In addition, the efficiency of the Pd catalyst (ChsB–Pd 3) was examined for the Suzuki reaction of a number of arylboronic acids bearing electron-donating or electron-withdrawing groups with 5-iodovanillin 7 for the synthesis of the corresponding coupled products 8a–e. As summarized in Table 6, the products yields ranged between 90 and 97% under MW conditions, compared to 87–95% yields under conventional thermal heating conditions (Table 6, entries 1–5).
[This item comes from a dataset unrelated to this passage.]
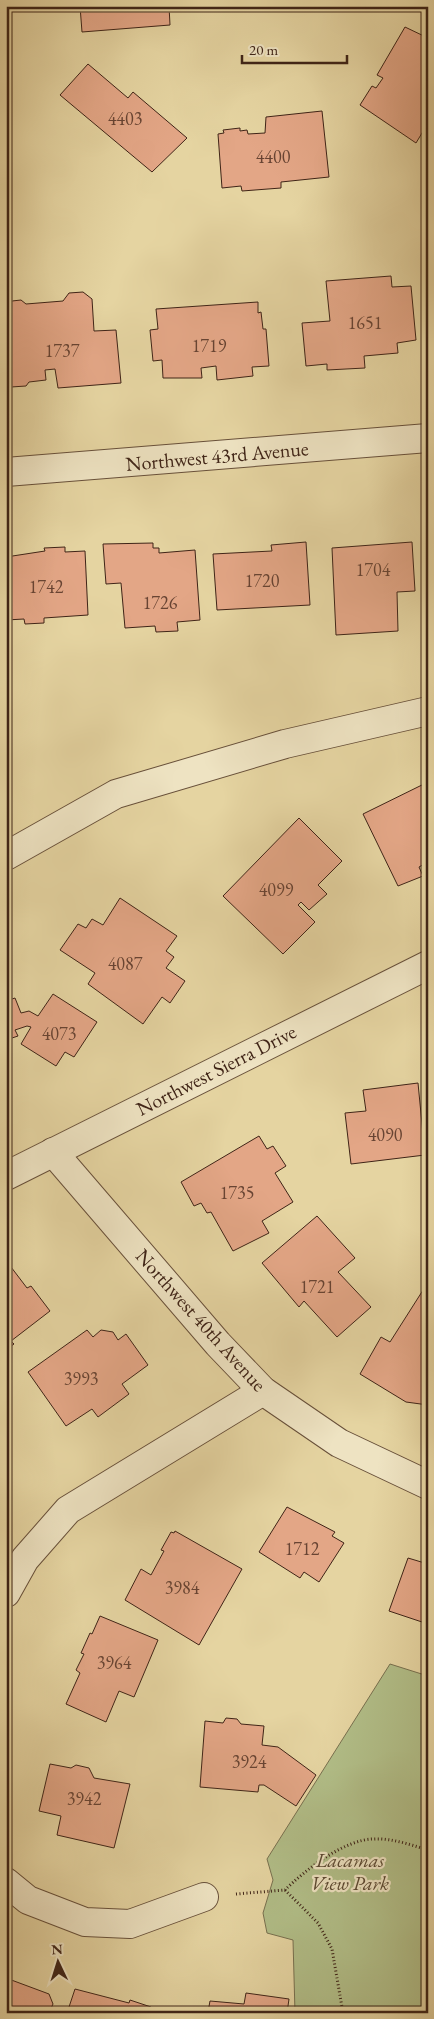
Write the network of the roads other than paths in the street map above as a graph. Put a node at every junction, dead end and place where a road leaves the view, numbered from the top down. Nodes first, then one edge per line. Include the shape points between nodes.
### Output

Variation of the reaction time for the cross-coupling reaction of phenylboronic acid with 5-iodovanillin 7 was also examined, where high yields of the biaryl derivative 8a (Table 6, entry 1) was obtained after 12 min of MW irradiation (97% yield) and after 52 h of traditional heating (95% yield) (Table 6, entry 1), with TOF values of 95,095 and 3725 h–1, respectively, and total TON values of 19019 and 18627, respectively. In addition, coupling of p-tolylboronic acid 6e with 5-iodovanillin 7 gave the corresponding product (8b) in 93% yield after 18 min of MW irradiation and in 89% yield after 6 h of thermal heating (Table 6, entry 2), which corresponds to TOF values of 60,783 and 2908 h–1, respectively, and total TON values of 18,235 and 17,450, respectively. A suggested mechanism for the cross-coupling reaction of arylboronic acids with aryl halides is presented in Scheme 2. The structural formulae of the obtained products were substantiated from all possible spectroscopic data and single-crystal X-ray analysis of two products; 8a (CCDC 2153120) and 8c (CCDC 2153130) (Figure 11).56

Table 6. Suzuki Coupling of 5-Iodovanillin 7 with Arylboronic Acids 5a–e Using ChsB–Pd 3a.

2.3.

2.3.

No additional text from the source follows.